Effects of resistance training on myosin function studied by the in vitro motility assay in young and older men.

It is generally believed that the maximum shortening velocity (V(o)) of a skeletal muscle fiber type does not vary unless a change in myosin heavy chain (MHC) isoform composition occurs. However, recent findings have shown that V(o) of a given fiber type can change after training, suggesting the hypothesis that the function of myosin can vary without a change in isoform. The present study addressed the latter hypothesis by studying the function of isolated myosin isoforms by the use of the in vitro motility assay (IVMA) technique. Four young (age 23-29 yr, YO) and four elderly men (age 68-82 yr, EL) underwent a 12-wk progressive resistance training program of the knee extensor muscles and to one pre- and one posttraining biopsy of the vastus lateralis muscle. The significant increase in one-repetition maximum posttraining in both YO and EL indicated that training was effective.

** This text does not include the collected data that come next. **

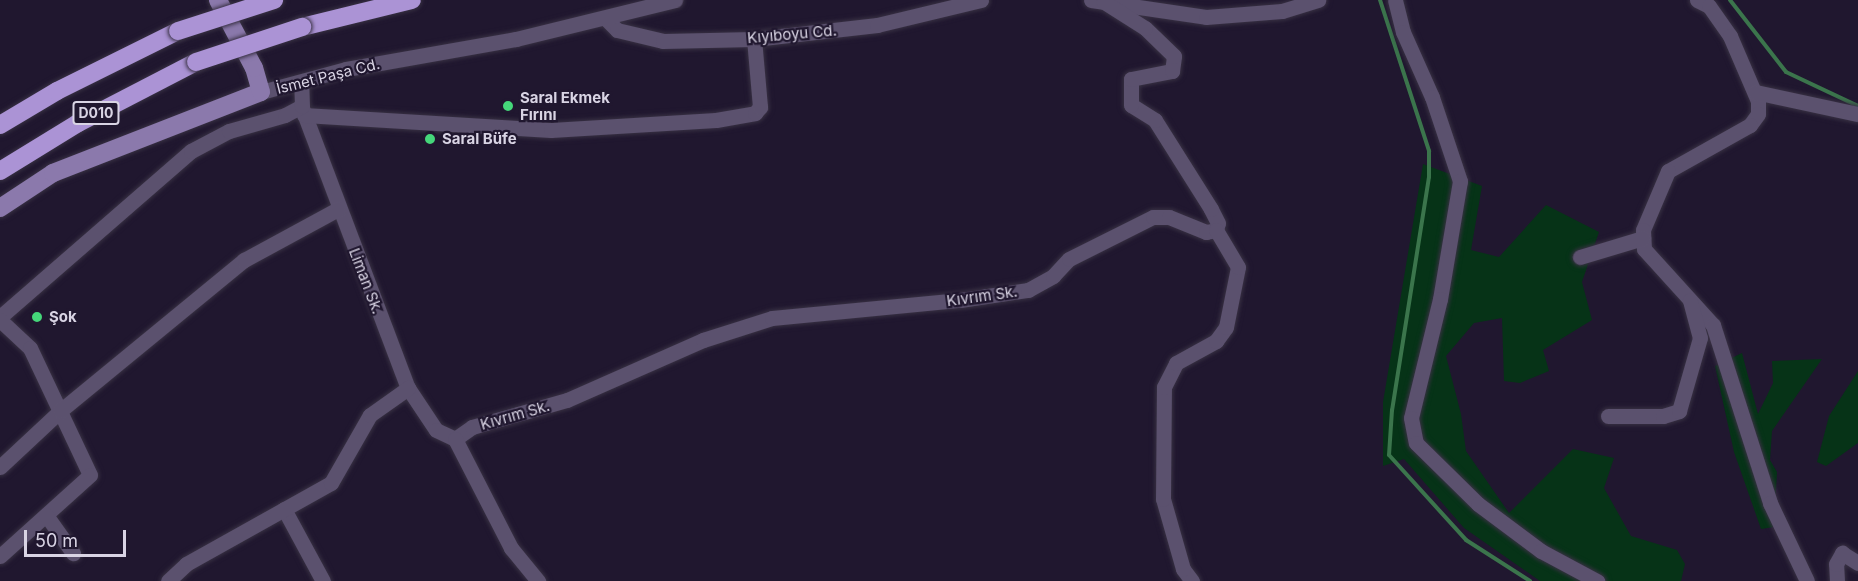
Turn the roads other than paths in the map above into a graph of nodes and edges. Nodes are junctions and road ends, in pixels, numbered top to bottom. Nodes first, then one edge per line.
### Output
1 (218, 0) edge
2 (274, 0) edge
3 (412, 0) edge
4 (675, 0) edge
5 (981, 0) edge
6 (1318, 0) edge
7 (1395, 0) edge
8 (1697, 0) edge
9 (1097, 1) edge
10 (1268, 6) edge
11 (605, 18) junction
12 (754, 39) junction
13 (301, 82) junction
14 (261, 92) junction
15 (1755, 92) junction
16 (303, 111) junction
17 (18, 112) junction
18 (1858, 114) edge
19 (0, 116) edge
20 (0, 125) edge
21 (0, 171) edge
22 (0, 207) edge
23 (338, 209) junction
24 (1216, 231) junction
25 (1643, 238) junction
26 (1580, 257) dead end
27 (1689, 294) junction
28 (0, 318) edge
29 (408, 388) junction
30 (60, 411) junction
31 (1608, 416) dead end
32 (455, 439) junction
33 (0, 466) edge
34 (284, 509) junction
35 (46, 515) junction
36 (73, 554) dead end
37 (0, 556) edge
38 (1858, 563) edge
39 (168, 581) edge
40 (323, 581) edge
41 (538, 581) edge
42 (1192, 581) edge
43 (1596, 581) edge
44 (1807, 581) edge
45 (1837, 581) edge

1 - 14 main road
2 - 17 highway, D010, bridge
3 - 21 highway, D010, bridge
4 - 11 street, İsmet Paşa Cd.
5 - 12 street, Kıyıboyu Cd.
6 - 10 street
7 - 43 street
8 - 15 street
9 - 10 street
9 - 24 street
11 - 12 street, Kıyıboyu Cd.
11 - 13 street, İsmet Paşa Cd.
12 - 16 street
13 - 14 street, İsmet Paşa Cd.
13 - 16 street
14 - 22 main road, İsmet Paşa Cd.
15 - 18 street
15 - 25 street
16 - 23 street, Liman Sk.
16 - 28 street
17 - 19 highway
17 - 20 highway, D010
23 - 29 street, Liman Sk.
23 - 30 street
24 - 32 street, Kıvrım Sk.
24 - 42 street
25 - 26 street
25 - 27 street
27 - 31 street
27 - 44 street
28 - 30 street
29 - 32 street, Liman Sk.
29 - 34 street
30 - 33 street
30 - 35 street
32 - 41 street
34 - 39 street
34 - 40 street
35 - 36 street
35 - 37 street
38 - 45 street

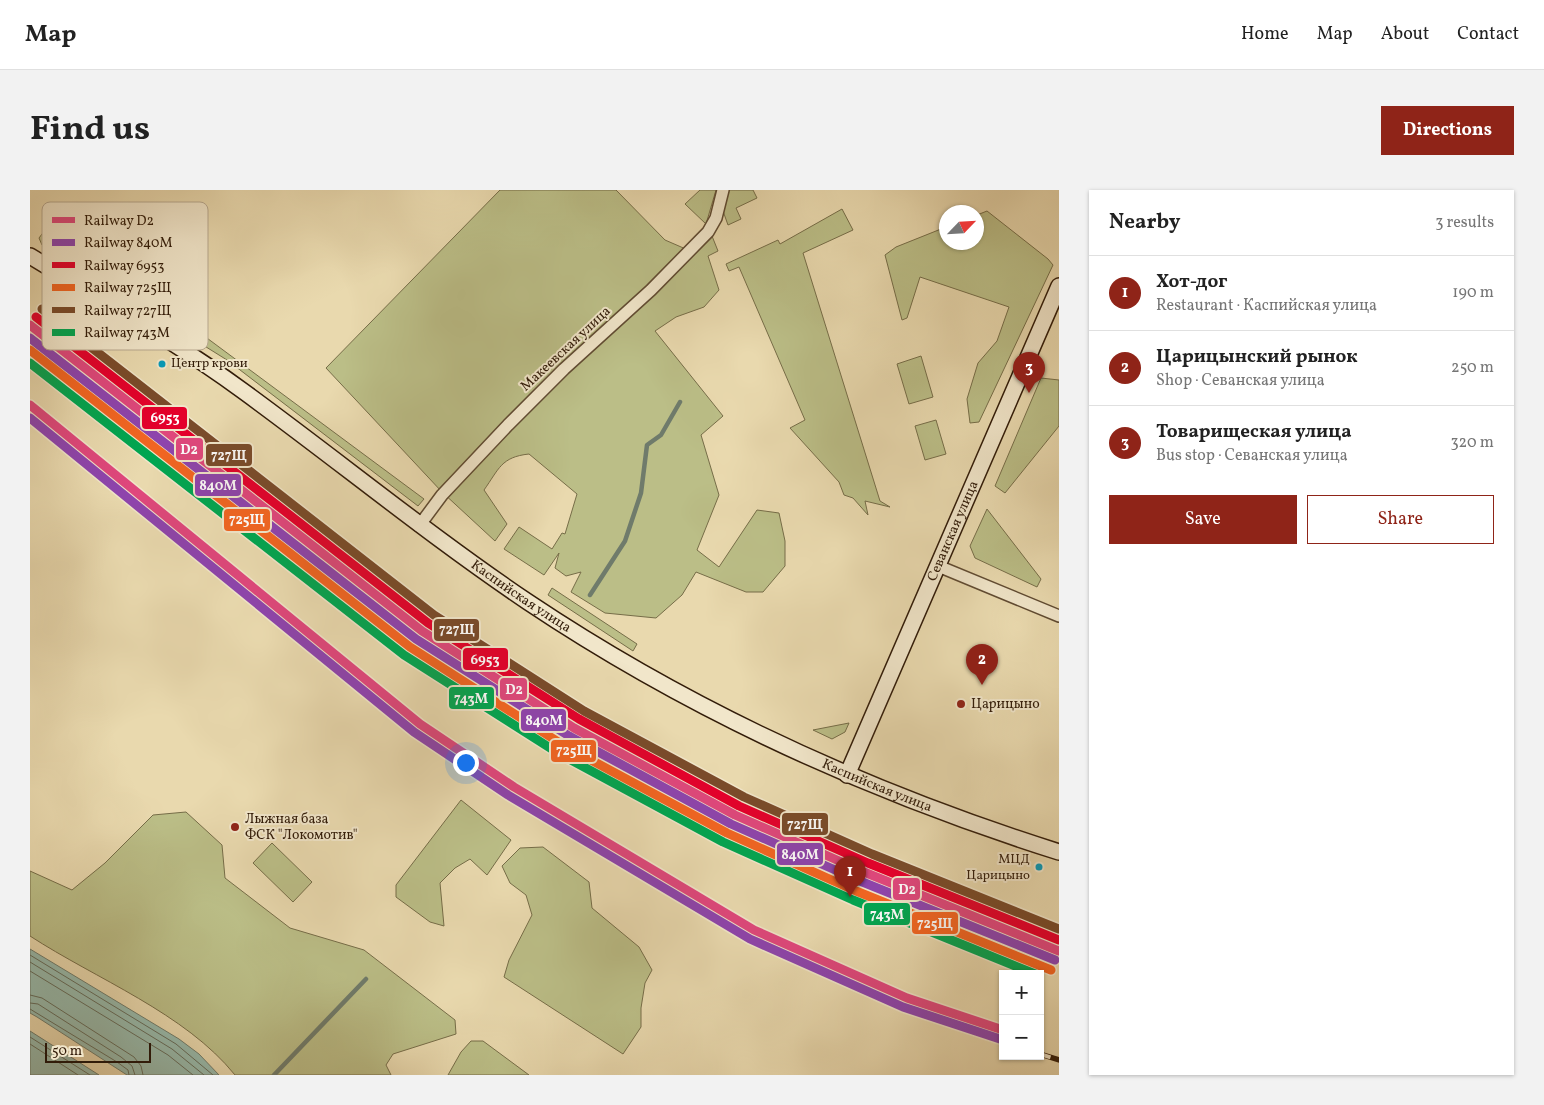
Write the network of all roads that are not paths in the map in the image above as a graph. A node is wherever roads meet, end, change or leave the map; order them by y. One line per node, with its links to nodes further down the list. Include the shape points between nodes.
1 (723, 190): 6 (street, Макеевская улица, via 716,218 708,232 514,419 442,494)
2 (30, 256): 3 (main road, Каспийская улица)
3 (42, 263)
4 (1059, 286): 7 (main road, Севанская улица)
5 (182, 350): 6 (main road, Каспийская улица, via 242,390)
6 (419, 526): 9 (main road, Каспийская улица, via 529,603 630,666)
7 (938, 566): 8 (street); 9 (main road, Севанская улица)
8 (1059, 616)
9 (847, 775): 10 (main road, Каспийская улица, via 962,820)
10 (1059, 852)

After training, MHC isoform composition showed a shift from MHC(2X) toward MHC(2A) in YO and no shift in EL. The velocity of sliding (V(f)) of actin filaments on pure myosin isoforms extracted from single fibers was studied in IVMA. One hundred sixty IVMA samples were prepared from 480 single fibers, and at least 50 filaments were analyzed in each experiment. Whereas no training-induced change was observed in V(f) of myosin isoform 1 either in YO or in EL, a significant increase in V(f) of myosin isoform 2A after training was observed in both YO (18%) and EL (19%). The results indicate that resistance training can change the velocity of the myosin molecule.